Stephan est mort, Jeanne le sait mais Carole non. Comment lui annoncer la nouvelle? impossible elle n’aura jamais la force de supporter de l’entendre.

-Jeanne, je t’ai demandé quelque chose. Peux-tu le faire s’il te plaît? Jeanne…

Carole sens que quelque chose ne va pas. Sa mère a une expression étrange, comme si elle refusait de lui donner une réponse. Ce n’est pas normal, le cœur de la jeune fille s’emballe elle ignore elle même pourquoi.

-Jeanne parles moi, qu’est-ce qui se passe?

Sa respiration commence à s’accélérer et les machines auxquelles elle est branché commence peu à peu à s’affoler. Les infirmières qui le remarque depuis leur salle s’empressent alors de rejoindre la chambre.

-Maman!

Quand elle entend sa fille l’appeler ainsi, Jeanne perd ses moyens et se sent obligé de tout lui dire.

-Stephan…je suis désolé mon enfant, mais Stephan, Stephan est mort pendant la guerre.

Et là c’est le choc. Elle n’en revient pas et se met à pleurer malgré sa respiration de plus en plus difficile. Le bip de la machine s’accélère,l’électrocardiogramme s’affole.

-Non non tu racontes n’importe…

L’électrocardiographe s’aplatit alors Carole ferme les yeux, au même moment arrivent enfin les infirmières.

-Que s’est-il passé demandent-elles en commençant aussitôt le massage cardiaque.

-Carole, ne pars je t’en prie lance sa mère apeuré et en larmes. Tu es forte ma petite fille, reste avec, j’ai besoin de toi je t’aime Carole, ma petite fille.

-Veillez sortir madame s’il vous plaît.

-Carole…

C’est l’heure, la cérémonie est sur le point de commencer. Tout le monde est là, attendant avec impatience le discours que prononcera le président David. Toutes les chaines de tété invitées ont déjà leurs caméras branchées capturant chaque instant de l’évènement. La garde rapprochée du président sort alors, il va bientôt se montrer pense Joseph le sourire aussi large que possible assit au premier rang . Une dizaine de secondes après, le Chef de l’État arrive enfin avec à ses cotés Jessica son épouse, plus belle et plus rayonnante que jamais.
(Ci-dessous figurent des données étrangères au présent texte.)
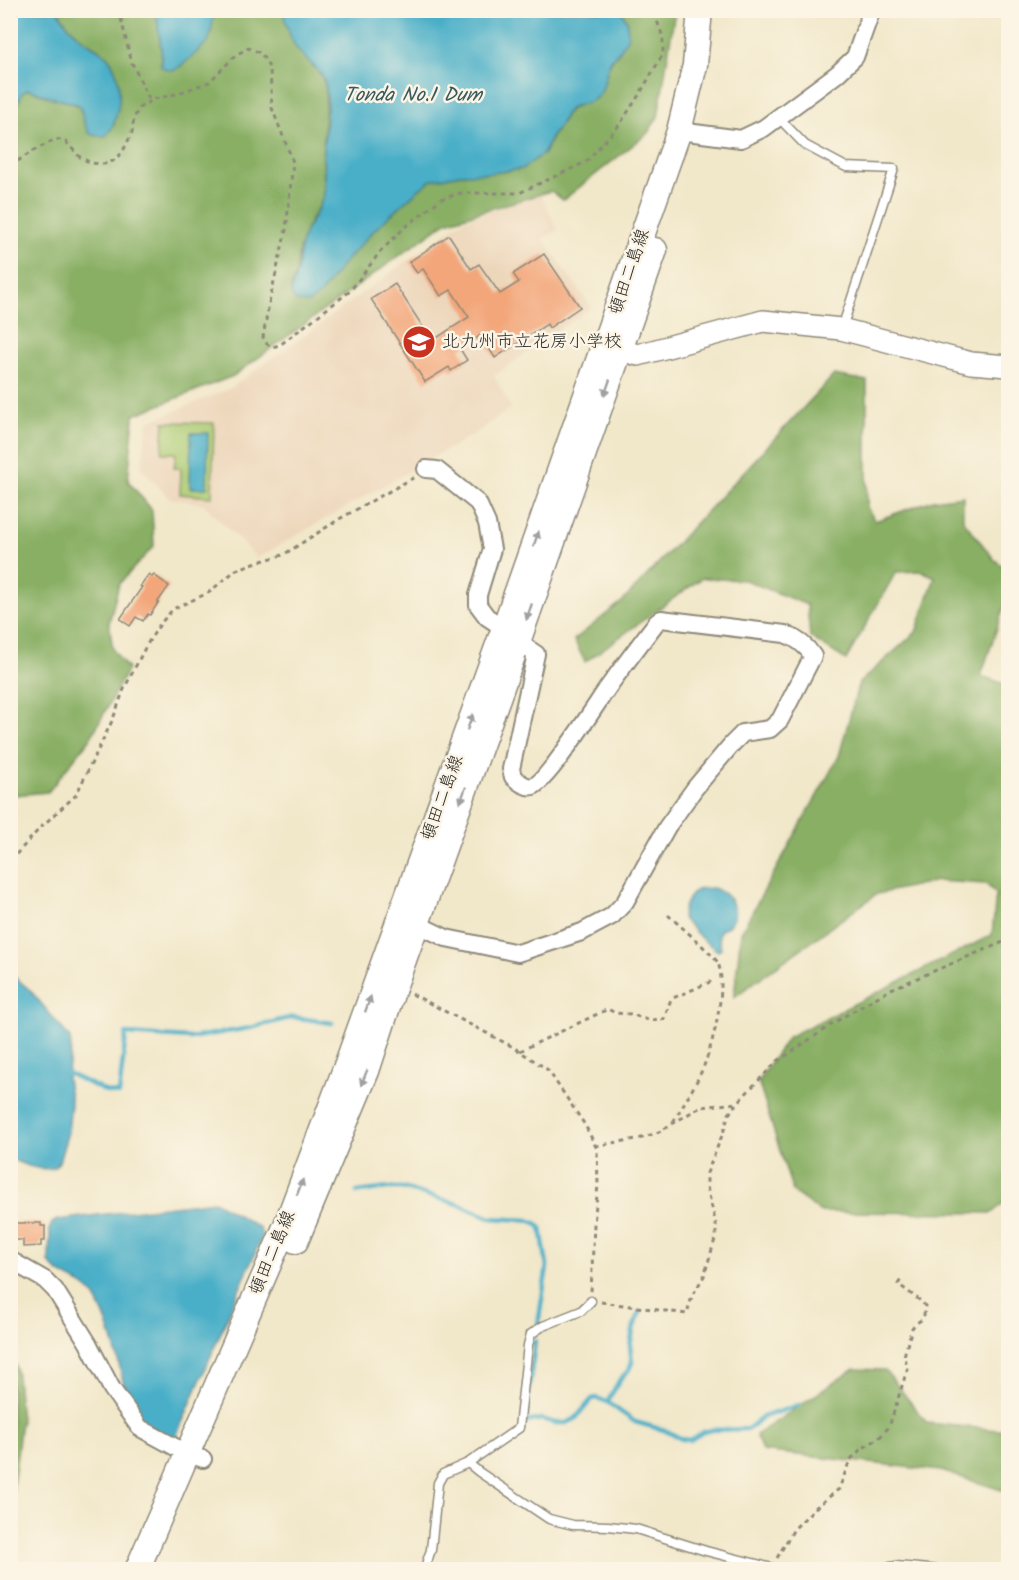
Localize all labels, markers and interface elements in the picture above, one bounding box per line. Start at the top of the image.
water label: Tonda No.1 Dum [344,80,484,112]
street label: 頓田二島線 [602,225,658,319]
school or university icon: 北九州市立花房小学校 [401,324,437,360]
place label: 北九州市立花房小学校 [442,328,622,357]
one-way arrow [602,379,611,397]
one-way arrow [531,530,541,548]
one-way arrow [523,603,533,621]
one-way arrow [466,713,476,731]
street label: 頓田二島線 [414,751,472,845]
one-way arrow [458,786,467,804]
one-way arrow [363,995,373,1013]
one-way arrow [359,1070,369,1088]
one-way arrow [296,1178,305,1196]
street label: 頓田二島線 [242,1206,304,1300]

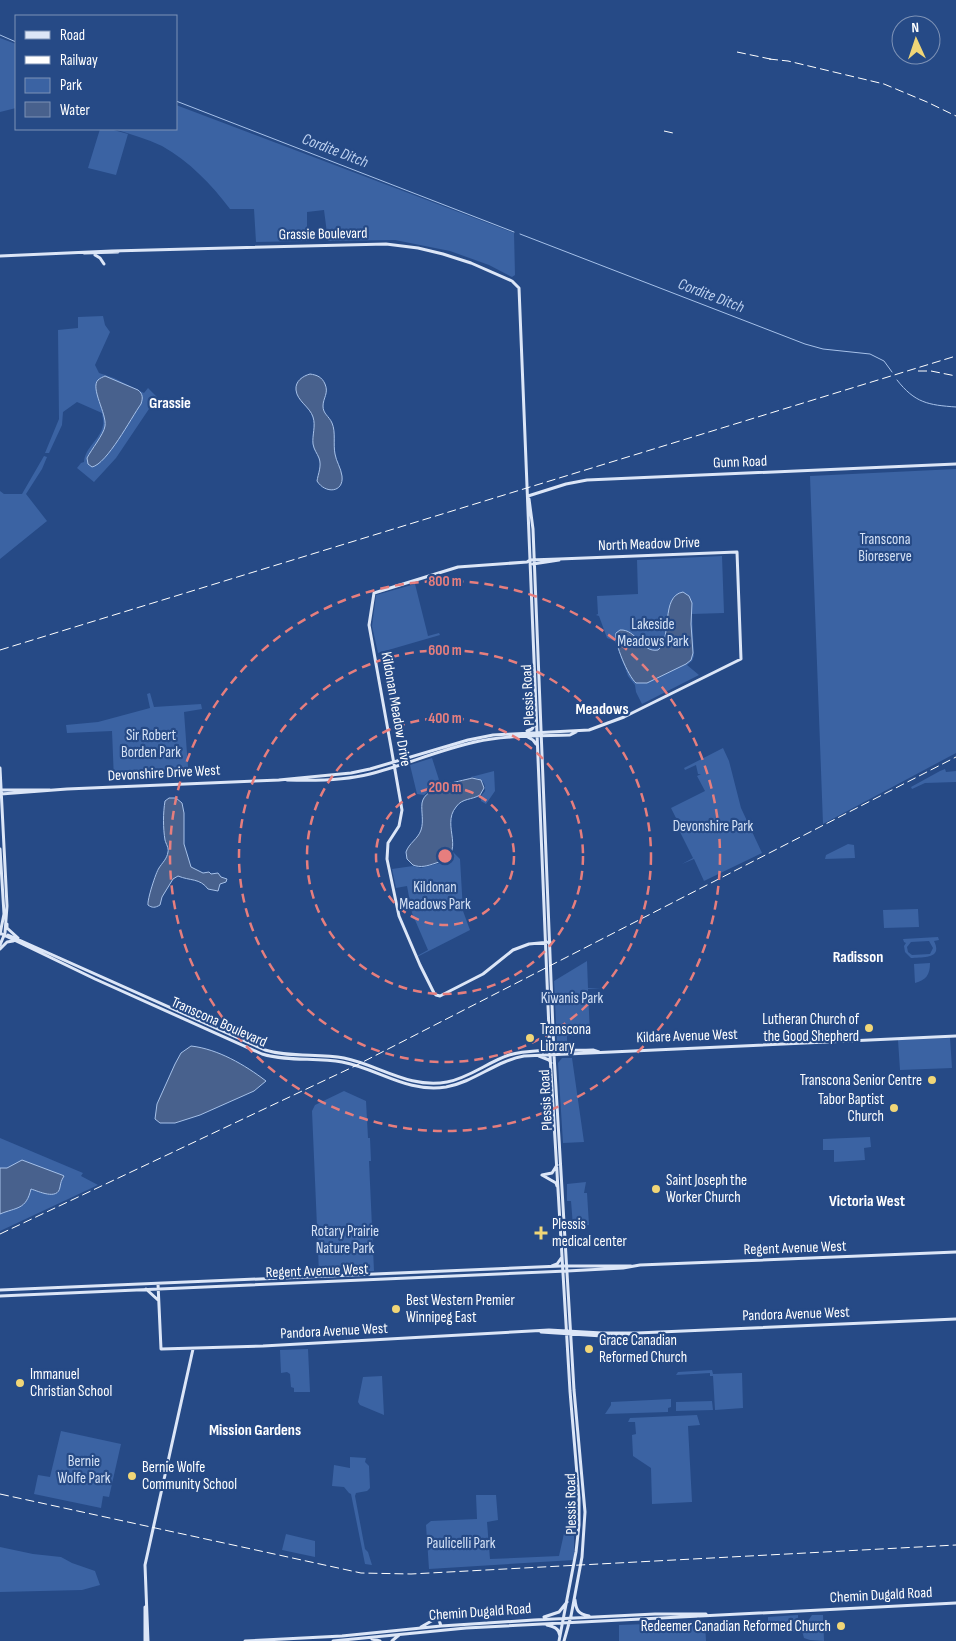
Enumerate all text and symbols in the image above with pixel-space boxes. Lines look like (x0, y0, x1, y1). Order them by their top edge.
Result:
legend (15, 15, 178, 130)
north arrow (891, 15, 941, 65)
text: N (911, 19, 920, 36)
text: Road (60, 26, 85, 45)
text: Railway (60, 51, 98, 70)
text: Park (60, 76, 82, 95)
text: Water (60, 101, 91, 120)
water label: Cordite Ditch (299, 130, 371, 172)
street label: Grassie Boulevard (278, 224, 368, 244)
water label: Cordite Ditch (675, 275, 747, 317)
district label: Grassie (149, 394, 191, 413)
street label: Gunn Road (713, 452, 767, 472)
park label: Transcona Bioreserve (858, 530, 912, 566)
street label: North Meadow Drive (598, 533, 700, 555)
text: 800 m (428, 572, 462, 591)
park label: Lakeside Meadows Park (617, 615, 689, 651)
text: 600 m (428, 641, 462, 660)
street label: Kildonan Meadow Drive (377, 650, 415, 768)
street label: Plessis Road (517, 664, 539, 726)
district label: Meadows (575, 700, 629, 719)
text: 400 m (428, 709, 462, 728)
park label: Sir Robert Borden Park (121, 726, 181, 762)
street label: Devonshire Drive West (107, 761, 221, 785)
text: 200 m (428, 778, 462, 797)
park label: Devonshire Park (673, 817, 754, 836)
centre of rings (436, 847, 454, 865)
park label: Kildonan Meadows Park (399, 878, 471, 914)
district label: Radisson (833, 948, 883, 967)
park label: Kiwanis Park (541, 989, 604, 1008)
street label: Transcona Boulevard (168, 992, 270, 1052)
place label: Lutheran Church of the Good Shepherd (762, 1010, 860, 1046)
place label: Transcona Library (540, 1020, 591, 1056)
marker: Lutheran Church of the Good Shepherd (863, 1022, 875, 1034)
street label: Kildare Avenue West (636, 1025, 738, 1047)
marker: Transcona Library (524, 1032, 536, 1044)
street label: Plessis Road (535, 1069, 557, 1131)
place label: Transcona Senior Centre (800, 1071, 922, 1090)
marker: Transcona Senior Centre (926, 1074, 938, 1086)
place label: Tabor Baptist Church (818, 1090, 884, 1126)
marker: Tabor Baptist Church (888, 1102, 900, 1114)
place label: Saint Joseph the Worker Church (666, 1171, 747, 1207)
marker: Saint Joseph the Worker Church (650, 1183, 662, 1195)
district label: Victoria West (829, 1192, 905, 1211)
place label: Plessis medical center (552, 1215, 627, 1251)
park label: Rotary Prairie Nature Park (311, 1222, 379, 1258)
marker: Plessis medical center (534, 1226, 548, 1240)
street label: Regent Avenue West (743, 1237, 847, 1259)
street label: Regent Avenue West (265, 1260, 369, 1282)
place label: Best Western Premier Winnipeg East (406, 1291, 515, 1327)
marker: Best Western Premier Winnipeg East (390, 1303, 402, 1315)
street label: Pandora Avenue West (742, 1303, 851, 1325)
street label: Pandora Avenue West (280, 1319, 389, 1343)
place label: Grace Canadian Reformed Church (599, 1331, 687, 1367)
marker: Grace Canadian Reformed Church (583, 1343, 595, 1355)
place label: Immanuel Christian School (30, 1365, 112, 1401)
marker: Immanuel Christian School (14, 1377, 26, 1389)
district label: Mission Gardens (209, 1421, 301, 1440)
park label: Bernie Wolfe Park (58, 1452, 111, 1488)
place label: Bernie Wolfe Community School (142, 1458, 237, 1494)
marker: Bernie Wolfe Community School (126, 1470, 138, 1482)
street label: Plessis Road (561, 1473, 581, 1535)
park label: Paulicelli Park (426, 1534, 496, 1553)
street label: Chemin Dugald Road (829, 1583, 933, 1607)
street label: Chemin Dugald Road (428, 1599, 532, 1625)
place label: Redeemer Canadian Reformed Church (641, 1617, 831, 1636)
marker: Redeemer Canadian Reformed Church (835, 1620, 847, 1632)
Le chef du protocole lui indique alors qu’il doit se rendre sur le pupitre et commencer son discours sans plus attendre. David lui fait alors un signe d’acquiescement et s’y rend.

Debout devant tous ces hommes et ces femmes, devant ces soldats vaillants, David semblait ne pas avoir de mots pour entamer un discours pourtant déjà rédiger. Il observait chacun d’eux, les regardait dans les yeux, se laissant émouvoir sans toute fois le montrer. Il était fière de ce que lui et son gouvernement avaient accompli du moins c’est ce qu’il laissait paraître. Finalement il se décida à parler. Le discours dure depuis une trentaine de minutes maintenant et chacun des soldats a reçu sa médaille. A présent le président souhaite remercier ceux du gouvernement qui ont permis que tout ça puisse arriver. Charles assit quelques rangée plus loin se sent mal à l’aise. Il est certain qu’on parlera de lui et ne se sent pas vraiment près à être couvert d’éloge. Mais pour la forme il veut bien faire semblant de sourire et même de prendre la parole si cela était nécessaire.

-Vous ne le saviez pas encore, du moins pas tous mais voilà dit David. Ceci sera certainement mon dernier discours en tant que président de la république de ce magnifique pays qu’est le Cameroun.

Cette nouvelle crée alors un raffut dans le public.

-Je vous en prie dit-il essayant de calmer la foule. Je traîne avec moi depuis longtemps maintenant une pneumonie qui ne cesse de s’aggraver et mon état requiert une intervention urgente, un suivi permanent et du repos.

Évidemment, tout ce que raconte David est faux. Sa décision est dictée par son ressentiment par rapport à ce qu’il avait apprit au sujet des terroristes dans le Nord. Se sentant coupable, pensant n’avoir pas été assez intelligent pour comprendre ce qui se passait, s’en voulant d’avoir laissé mourir des citoyens qu’ils étaient sensé protéger, David pensa que le meilleur moyen de s’excuser de sa mauvaise gestion s’était de quitter le pouvoir. Joseph qui avait été mit au courant avant ce jour était heureux que cette nouvelle soit enfin rendu officielle. Il poursuivit alors ses propos et demanda à Charles et à Joseph de le rejoindre.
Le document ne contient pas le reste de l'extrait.